O que isto significa, na prática? Tomemos o exemplo da vitamina D3, com DL50 oral de 43, que é a que apresenta o menor valor de DL50, portanto, a mais tóxica por este parâmetro. Significa que há uma probabilidade de óbito de 50% das pessoas que ingerirem 43 mg de vitamina D3 por quilo de peso do indivíduo, de uma única vez. Considerando uma pessoa com 80kg de peso, sua ingestão, em dose única par atingir a DL50, seria de 3,44g. Uma gema de ovo possui, em média, 0,5 µg de vitamina D3. Portanto, a pessoa pesando 80 kg precisaria consumir 6.880.000 gemas de ovo, de uma única vez, para atingir a DL50. Não são necessários muitos argumentos para verificar que isto é impossível. Só que esta informação não é passada nas campanhas de desinformação.
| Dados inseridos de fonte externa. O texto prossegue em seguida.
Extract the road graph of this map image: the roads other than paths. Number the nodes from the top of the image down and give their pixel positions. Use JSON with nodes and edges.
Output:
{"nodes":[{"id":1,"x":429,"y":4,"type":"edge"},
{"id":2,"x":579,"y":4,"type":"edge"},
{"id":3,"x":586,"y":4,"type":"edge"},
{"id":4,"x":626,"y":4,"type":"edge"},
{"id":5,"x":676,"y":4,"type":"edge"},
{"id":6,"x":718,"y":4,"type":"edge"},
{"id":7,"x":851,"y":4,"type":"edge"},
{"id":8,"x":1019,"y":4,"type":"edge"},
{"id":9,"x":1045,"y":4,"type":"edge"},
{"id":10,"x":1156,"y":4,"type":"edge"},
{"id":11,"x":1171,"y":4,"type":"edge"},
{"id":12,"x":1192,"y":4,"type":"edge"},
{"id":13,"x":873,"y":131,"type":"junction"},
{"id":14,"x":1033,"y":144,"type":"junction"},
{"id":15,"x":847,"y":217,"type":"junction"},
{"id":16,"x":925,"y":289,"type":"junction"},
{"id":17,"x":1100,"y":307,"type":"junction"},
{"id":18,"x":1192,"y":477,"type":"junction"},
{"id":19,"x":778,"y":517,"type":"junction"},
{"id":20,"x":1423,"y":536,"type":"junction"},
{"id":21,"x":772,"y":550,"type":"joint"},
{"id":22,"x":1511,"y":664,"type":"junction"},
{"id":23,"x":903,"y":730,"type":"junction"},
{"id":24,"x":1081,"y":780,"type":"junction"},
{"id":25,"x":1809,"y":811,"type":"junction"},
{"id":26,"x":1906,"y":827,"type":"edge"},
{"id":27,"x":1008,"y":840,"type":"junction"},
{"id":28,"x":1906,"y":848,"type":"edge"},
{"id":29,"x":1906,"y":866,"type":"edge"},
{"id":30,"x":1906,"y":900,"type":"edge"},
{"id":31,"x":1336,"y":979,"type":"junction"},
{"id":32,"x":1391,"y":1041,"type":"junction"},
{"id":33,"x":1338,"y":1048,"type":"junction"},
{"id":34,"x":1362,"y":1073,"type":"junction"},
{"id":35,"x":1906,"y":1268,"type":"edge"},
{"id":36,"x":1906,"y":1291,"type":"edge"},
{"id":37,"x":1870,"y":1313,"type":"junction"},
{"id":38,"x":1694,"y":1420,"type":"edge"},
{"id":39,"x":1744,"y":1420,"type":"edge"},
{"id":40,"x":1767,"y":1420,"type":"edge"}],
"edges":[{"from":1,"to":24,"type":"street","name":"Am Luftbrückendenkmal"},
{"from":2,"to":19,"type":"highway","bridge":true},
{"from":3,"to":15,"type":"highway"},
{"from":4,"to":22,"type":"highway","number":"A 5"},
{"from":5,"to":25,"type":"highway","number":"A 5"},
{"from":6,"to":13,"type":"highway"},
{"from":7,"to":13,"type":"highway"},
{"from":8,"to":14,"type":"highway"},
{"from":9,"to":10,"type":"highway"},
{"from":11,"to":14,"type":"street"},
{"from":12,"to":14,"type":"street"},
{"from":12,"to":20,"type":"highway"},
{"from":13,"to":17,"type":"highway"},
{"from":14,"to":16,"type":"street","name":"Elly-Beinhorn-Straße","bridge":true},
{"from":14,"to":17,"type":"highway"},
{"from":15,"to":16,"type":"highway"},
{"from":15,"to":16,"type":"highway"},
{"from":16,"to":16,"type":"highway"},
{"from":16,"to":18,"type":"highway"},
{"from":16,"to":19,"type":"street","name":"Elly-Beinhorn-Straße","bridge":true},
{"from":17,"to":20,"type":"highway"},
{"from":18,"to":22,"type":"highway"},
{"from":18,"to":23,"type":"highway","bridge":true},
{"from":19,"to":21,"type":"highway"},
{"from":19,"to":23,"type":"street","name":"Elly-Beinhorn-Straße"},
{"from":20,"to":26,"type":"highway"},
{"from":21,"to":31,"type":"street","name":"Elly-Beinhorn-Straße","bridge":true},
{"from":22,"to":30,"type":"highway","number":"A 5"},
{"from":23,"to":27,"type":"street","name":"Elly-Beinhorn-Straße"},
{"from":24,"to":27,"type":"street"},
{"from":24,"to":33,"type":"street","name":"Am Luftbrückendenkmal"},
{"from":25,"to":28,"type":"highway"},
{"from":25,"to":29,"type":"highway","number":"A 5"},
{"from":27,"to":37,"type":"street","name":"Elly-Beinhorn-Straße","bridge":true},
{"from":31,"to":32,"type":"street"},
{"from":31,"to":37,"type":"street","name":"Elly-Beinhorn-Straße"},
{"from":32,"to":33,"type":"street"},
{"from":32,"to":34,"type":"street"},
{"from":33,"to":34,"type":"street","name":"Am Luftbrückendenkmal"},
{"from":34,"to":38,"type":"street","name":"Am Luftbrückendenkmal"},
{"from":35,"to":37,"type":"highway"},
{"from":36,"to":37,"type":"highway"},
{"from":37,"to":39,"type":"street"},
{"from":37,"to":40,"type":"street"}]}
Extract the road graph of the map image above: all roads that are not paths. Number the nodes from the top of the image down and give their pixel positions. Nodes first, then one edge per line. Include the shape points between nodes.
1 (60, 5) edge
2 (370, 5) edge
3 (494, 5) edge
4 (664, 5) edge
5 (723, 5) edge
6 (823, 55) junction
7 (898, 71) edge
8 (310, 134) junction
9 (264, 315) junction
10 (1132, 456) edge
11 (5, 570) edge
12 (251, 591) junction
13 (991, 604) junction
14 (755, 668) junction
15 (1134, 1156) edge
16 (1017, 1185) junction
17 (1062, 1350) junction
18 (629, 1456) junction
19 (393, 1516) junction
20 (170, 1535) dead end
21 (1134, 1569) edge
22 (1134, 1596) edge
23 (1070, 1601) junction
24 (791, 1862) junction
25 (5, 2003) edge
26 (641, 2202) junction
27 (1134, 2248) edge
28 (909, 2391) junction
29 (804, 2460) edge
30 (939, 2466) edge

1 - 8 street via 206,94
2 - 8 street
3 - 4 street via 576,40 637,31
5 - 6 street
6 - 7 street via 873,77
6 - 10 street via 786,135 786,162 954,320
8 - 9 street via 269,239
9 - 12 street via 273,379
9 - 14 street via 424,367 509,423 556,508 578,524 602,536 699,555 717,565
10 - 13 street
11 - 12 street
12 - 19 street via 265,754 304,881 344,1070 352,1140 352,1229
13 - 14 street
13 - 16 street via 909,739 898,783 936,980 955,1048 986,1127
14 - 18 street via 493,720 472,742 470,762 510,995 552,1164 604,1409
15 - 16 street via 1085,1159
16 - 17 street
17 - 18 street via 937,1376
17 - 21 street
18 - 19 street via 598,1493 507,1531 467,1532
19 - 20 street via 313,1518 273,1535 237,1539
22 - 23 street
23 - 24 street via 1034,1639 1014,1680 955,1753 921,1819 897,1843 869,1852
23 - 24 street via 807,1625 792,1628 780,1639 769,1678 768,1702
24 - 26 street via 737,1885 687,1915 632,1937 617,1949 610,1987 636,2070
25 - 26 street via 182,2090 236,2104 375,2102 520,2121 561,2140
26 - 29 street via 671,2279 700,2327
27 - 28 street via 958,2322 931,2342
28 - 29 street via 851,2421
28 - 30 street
Agora usemos o exemplo de um pesticida, a permetrina, que é um inseticida largamente utilizado no Brasil. Sua DL50 oral é de 1.500 ppm, um valor mediano entre os pesticidas modernos. Consideremos o exemplo do milho, um produto utilizado na elaboração de diversos alimentos. Para que houvesse 50% de probabilidade de óbito de uma pessoa, em um universo que consumisse um alimento contendo resíduos de permetrina, seria necessário que cada quilo desse alimento contivesse 1,5 g de permetrina. Consideremos o controle da lagarta da folha do milho, onde é recomendado o uso de 25 g de permetrina por hectare. A produtividade de milho no Brasil (Conab, safra 2020/21) foi de 4.366kg/ha. Assim, devem ser aplicados 25g de permetrina em uma lavoura onde são colhidos, em média, 4.366 kg/ha de milho. Dividindo um valor pelo outro, teríamos que, em teoria, para cada quilo de milho colhido caberia 0,5mg de permetrina. Ou seja, mesmo em uma conta totalmente absurda como esta, seria impossível atingir o valor da DL50. Seria necessário aplicar dose 300 vezes maior, e o produto não poderia sofrer nenhuma degradação entre a aplicação e o consumo (na prática, ocorre cera de 95% de degradação), e toda a permetrina aplicada teria que ir para os grãos, quando sabemos que uma ínfima fração do aplicado vai para os grãos.
Pontos importantes
Em resumo – e novamente parafraseando Paracelso – a dose faz o veneno, mas a informação correta garante a segurança alimentar. Por oportuno, registre-se a conclusão do último levantamento do Programa de Análise de Resíduos de Agrotóxicos em Alimentos (PARA) da ANVISA: “...os resultados de monitoramento e avaliação do risco compilados neste relatório, correspondente a análise de diversos alimentos componentes da cesta básica do brasileiro, indicam que os alimentos consumidos no Brasil são seguros quanto aos potenciais riscos de intoxicação aguda e crônica advindos da exposição dietética a resíduos de agrotóxicos. As situações de risco agudo são pontuais e de origem conhecida, de modo que a ANVISA vem adotando providências com vistas a mitigação de riscos identificados.” (http://bitly.ws/s7gz).
O consumo de frutas e hortaliças está associado a uma diminuição do risco de desenvolvimento de doenças a longo prazo, a uma nutrição saudável, bem como a uma melhor qualidade de vida. Vivemos em uma época com o suprimento mais seguro e abundante de frutas e vegetais da história da humanidade. Não perca a oportunidade de uma alimentação saudável em decorrência da desinformação.
Portanto, nosso conselho é: Não tome suas decisões de consumo de alimentos com base no medo, a partir de postagens em redes sociais ou em sites com informações enviesadas, que não lhe contam toda a verdade. Busque informações corretas e fundamentadas, lastreados em artigos científicos sérios, publicados por cientistas de renome, em revistas de primeira linha. Ou nas informações oficiais dos órgãos de governo, responsáveis pela fiscalização da qualidade dos alimentos.